Review: Common Sound Music Festival

How we found common ground at Common Sound Music Festival, featuring Doomtree and jeremy messersmith, with music by and for kids
Koo Koo Kanga Roo performs on a stage at Common Sound to a large crowd of young kids and their parents.
Koo Koo Kanga Roo performs at Common Sound to a large crowd of families.

Meghan Joyce

Common Sound Music Festival, as Go 95.3 radio host Auggie 5000 reminded attendees between acts, was a joint effort by Benilde-St. Margaret’s School and neighboring Beth El Synagogue in the name of unity and love. Perhaps it’s fitting, then, that in its second year, the festival felt like a celebration of kids. Who could better represent a hopeful future than the next generation to shape it?

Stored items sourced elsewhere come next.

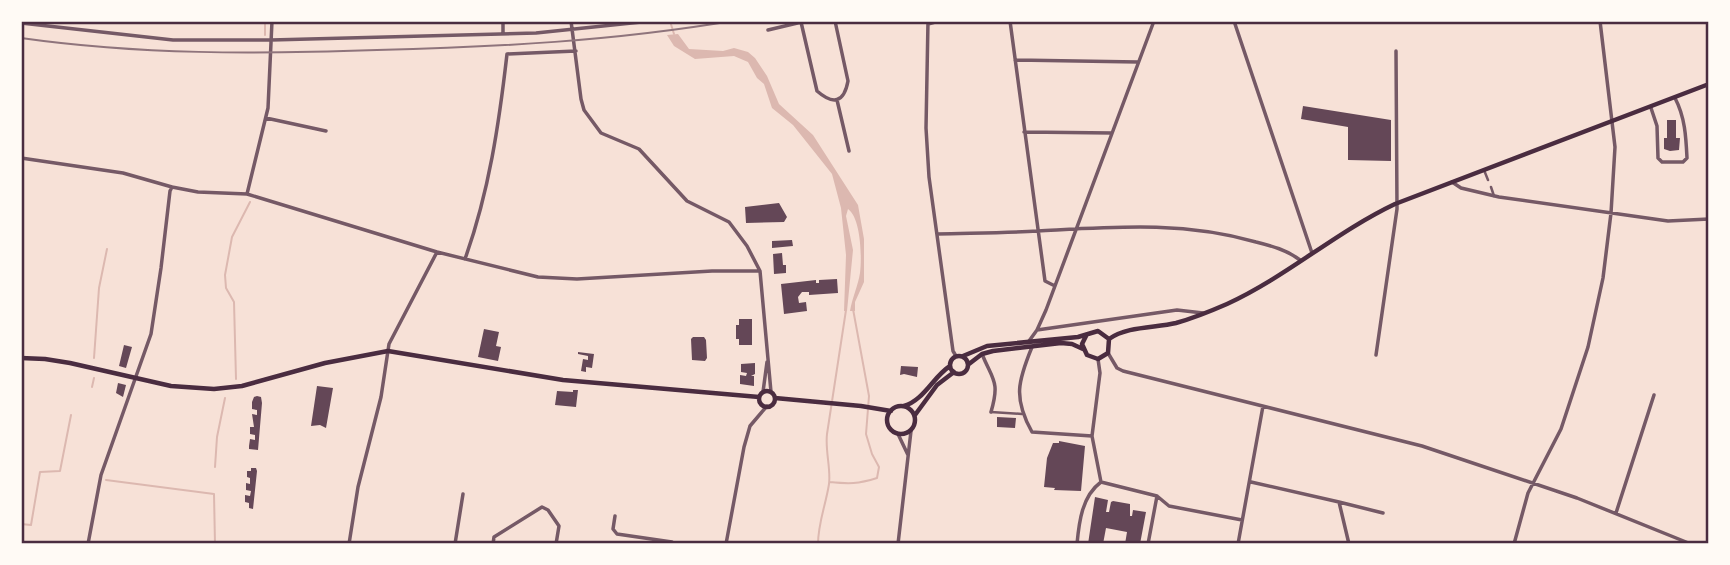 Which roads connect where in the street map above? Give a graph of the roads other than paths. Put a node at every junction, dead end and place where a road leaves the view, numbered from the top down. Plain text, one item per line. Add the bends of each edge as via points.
1 (272, 21) edge
2 (503, 21) edge
3 (571, 21) edge
4 (652, 21) edge
5 (835, 21) edge
6 (939, 21) edge
7 (1010, 21) edge
8 (1154, 21) edge
9 (1234, 21) edge
10 (1600, 21) edge
11 (803, 22) edge
12 (21, 23) edge
13 (928, 23) edge
14 (768, 30) dead end
15 (573, 31) junction
16 (503, 34) junction
17 (271, 40) junction
18 (576, 51) junction
19 (1396, 51) dead end
20 (1015, 60) junction
21 (1138, 62) junction
22 (1709, 84) edge
23 (1675, 98) junction
24 (837, 100) junction
25 (1651, 108) junction
26 (266, 118) junction
27 (1611, 123) junction
28 (326, 131) dead end
29 (1024, 132) junction
30 (1112, 132) junction
31 (849, 151) dead end
32 (21, 158) edge
33 (1484, 169) junction
34 (1488, 180) dead end
35 (1452, 182) junction
36 (172, 187) junction
37 (1491, 187) dead end
38 (247, 194) junction
39 (1494, 196) junction
40 (1395, 204) junction
41 (1611, 213) junction
42 (1709, 219) edge
43 (1076, 228) junction
44 (1038, 231) junction
45 (937, 234) junction
46 (437, 252) junction
47 (1312, 253) junction
48 (466, 259) junction
49 (1300, 260) junction
50 (760, 271) junction
51 (1055, 286) junction
52 (1205, 313) junction
53 (1041, 330) junction
54 (1086, 336) junction
55 (1047, 339) junction
56 (1109, 340) junction
57 (1031, 344) junction
58 (1083, 349) junction
59 (388, 351) junction
60 (1108, 353) junction
61 (982, 354) junction
62 (1376, 355) dead end
63 (956, 356) junction
64 (963, 356) junction
65 (21, 358) edge
66 (1098, 359) junction
67 (767, 360) junction
68 (969, 364) junction
69 (950, 366) junction
70 (954, 372) junction
71 (134, 379) junction
72 (771, 392) junction
73 (761, 395) junction
74 (1654, 395) dead end
75 (775, 398) junction
76 (767, 406) junction
77 (1263, 406) junction
78 (904, 407) junction
79 (873, 409) junction
80 (891, 411) junction
81 (991, 412) joint
82 (1021, 414) junction
83 (915, 415) junction
84 (887, 420) junction
85 (911, 431) junction
86 (898, 434) junction
87 (1091, 436) junction
88 (909, 457) junction
89 (1101, 482) junction
90 (1251, 482) junction
91 (1532, 483) junction
92 (463, 494) dead end
93 (1157, 496) junction
94 (1339, 502) junction
95 (1383, 513) dead end
96 (1616, 513) junction
97 (615, 516) dead end
98 (1242, 520) junction
99 (88, 544) edge
100 (349, 544) edge
101 (454, 544) edge
102 (492, 544) edge
103 (556, 544) edge
104 (674, 544) edge
105 (726, 544) edge
106 (898, 544) edge
107 (1077, 544) edge
108 (1148, 544) edge
109 (1238, 544) edge
110 (1349, 544) edge
111 (1514, 544) edge
112 (1691, 544) edge

1 - 17 street
2 - 16 street
3 - 15 street
4 - 15 street
5 - 24 street via 848,81
6 - 13 street
7 - 20 street
8 - 21 street
9 - 47 street
10 - 27 street
11 - 14 street
11 - 24 street via 817,91 825,99
12 - 17 street via 173,40
13 - 45 street via 926,128
15 - 16 street
15 - 18 street
16 - 17 street
17 - 26 street
18 - 48 street via 507,54 494,158
18 - 50 street via 584,110 601,133 639,149 687,201 729,222
19 - 40 street
20 - 21 street
20 - 29 street
21 - 30 street
22 - 23 main road
23 - 25 main road
23 - 25 street via 1686,131 1687,158 1683,162 1658,158
24 - 31 street
25 - 27 main road
26 - 28 street
26 - 38 street
27 - 33 main road
27 - 41 street via 1615,147
29 - 30 street
29 - 44 street
30 - 43 street
32 - 36 street via 123,173
33 - 34 street
33 - 35 main road
35 - 39 street
35 - 40 main road
36 - 38 street
36 - 71 street via 150,334
37 - 39 street
38 - 46 street
39 - 41 street
40 - 47 main road
40 - 62 street via 1395,235
41 - 42 street via 1668,221
41 - 91 street via 1588,347 1561,429
43 - 44 street
43 - 49 street via 1206,231 1285,250
43 - 51 street
44 - 45 street
44 - 51 street via 1045,281
45 - 63 street
46 - 48 street
46 - 59 street
47 - 49 main road
48 - 50 street via 538,277 567,279
49 - 52 main road
50 - 67 street
51 - 53 street
52 - 53 street via 1177,310
52 - 56 main road via 1127,331
53 - 55 street
53 - 57 street
54 - 55 main road
54 - 56 main road via 1098,331
54 - 58 main road
55 - 57 main road
56 - 60 main road
57 - 58 main road via 1061,342
57 - 61 main road
57 - 64 main road via 987,346
57 - 82 street via 1020,375
58 - 66 main road via 1090,358
59 - 71 main road via 242,386 191,388
59 - 73 main road via 563,380
59 - 100 street
60 - 66 main road
60 - 77 street via 1123,371
61 - 68 main road
61 - 81 street via 995,379
63 - 64 main road
63 - 69 main road
64 - 68 main road
65 - 71 main road via 70,363
66 - 87 street
67 - 72 street
67 - 73 street
68 - 70 main road via 962,374
69 - 70 main road
69 - 78 main road
70 - 83 main road via 937,385
71 - 99 street via 101,475
72 - 73 main road
72 - 75 main road
73 - 76 main road via 761,404
74 - 96 street
75 - 76 main road
75 - 79 main road
76 - 105 street via 750,426
77 - 90 street
77 - 91 street via 1422,446
78 - 80 main road
78 - 83 main road
79 - 80 main road
79 - 84 main road
80 - 84 main road
81 - 82 street
82 - 87 street via 1031,432
83 - 85 main road
84 - 86 main road
85 - 86 main road
85 - 88 street
86 - 88 street
87 - 89 street
88 - 106 street
89 - 93 street
89 - 107 street via 1081,512
90 - 94 street
90 - 98 street
91 - 96 street
91 - 111 street
92 - 101 street
93 - 98 street via 1169,506
93 - 108 street
94 - 95 street
94 - 110 street
96 - 112 street
97 - 104 street via 617,534
98 - 109 street
102 - 103 street via 494,537 542,507 559,526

When the storm cleared after DJ Hampster Dance’s set, families rained down to see Koo Koo Kanga Roo. These parents and young kids danced adorably with crazed enthusiasm to their high-energy tunes about things like pizza, pirates, poop, and Panera Bread (a restaurant which they have an entire album about, Fast Casual).

Koo Koo Kanga Roo got the Common Sound crowd pumped up and laughing, dancing along with them and running among them. They had such command over the audience that they managed to convince an adult man to belly flop into a big puddle. And when they left, so did most of the audience, aside from some kids—now wearing Koo Koo Kanga Roo T-shirts—splashing in puddles.

Benilde and Beth El have been neighbors for decades, and they have always emphasized interfaith interaction and education through small collaborations. The religious institutions started Common Sound last year as an effort bring people together in a diverse, divisive world with universally enjoyable music. The rock, folk, and Americana bands of last year were chosen in hopes of stirring up nostalgia in their middle-aged target audience.

The festival changed to provide more for people of all ages this year, with artists catering to more adult audiences as the day went on. But Common Sound stayed true to its mission of fostering neighborly connectedness and continued to donate its net proceeds to financial aid for families at Benilde and Beth El.

The Plymouth music school Bach to Rock’s three-song cover set was more grown up than the previous act’s (“Say It Ain’t So” by Weezer, “Just What I Needed” by The Cars, and “Song 2” by Blur). But the performers were themselves kids, and they put on a show as great as their lead singer and keyboardist’s bright purple undercut. After them, the New Grey took to the stage with a unique and beautiful indie blend of genres, with smooth vocals over a strong backing band. Then, Stereo Kitchen presented some irresistibly dance-able rock songs, including one featuring a kids’ choir from Benilde and Beth El.

The earlier artists in the day deserved bigger audiences than they got. Most of the sold-out festival’s ticket holders seemed willing only to brave the excessive heat warning and risk of rain for the headliners.

In his final song of the night at Common Sound, jeremy messersmith holds his ukulele high in the air as he plays it and children dance onstage behind him with adults holding some of them up.
In his final song of the night at Common Sound, jeremy messersmith is joined onstage by dancing kids and their grown-ups.

Meghan Joyce

The penultimate performer of the night, jeremy messersmith, was downright delightful from start to finish. Whether he was singing about dancing with an unrequited love or finding happiness in late-stage capitalism, messersmith’s songs felt even more honest and vulnerable played live than through headphones. During his new single from this year, “Sweep Me Off My Feet,” messersmith let out a nervous chuckle mid-song at his own lyric about getting to know his body, later explaining he wasn’t used to people singing that back at him yet.

Ending the set was “Everybody Gets a Kitten,” from messersmith’s 2017 album 11 Obscenely Optimistic Songs For Ukulele: A Micro-Folk Record For The 21st Century And Beyond. In what was objectively the cutest moment of the day, kids emerged from backstage to dance along to the song with their grown-ups from the band.

When the swarm of Doomtree devotees descended upon Common Sound and pushed their way to the stage, after a slow and sweet day of kiddos, it was a big shift. But this new energy was infectious; it was impossible not to get excited about the music when you had seven extraordinary artists roaming the stage together in their first full-crew performance of the year. Their sea of merch-clad fans made the signature wings-and-teeth hand gestures and rapped along with the lyrics. If songs like “Get Down” and “Bangarang” aren’t enough to get you to join in the fist-pumping (who even are you?), Mike Mictlan licking his pocket knife surely was. It was wild.

P.O.S. looks out at the crowd during Doomtree's set at Common Sound while the rest of the group wanders the stage, the people in the crowd have their hands up in the air
P.O.S. looks out at the crowd during Doomtree’s set at Common Sound.

Meghan Joyce

And it was unifying, to witness such collaboration between artists in such a crowd, in a parking lot between a Jewish and a Catholic institution, alongside kids who are crazy for Koo Koo Kanga Roo and adults who are diehard for Doomtree.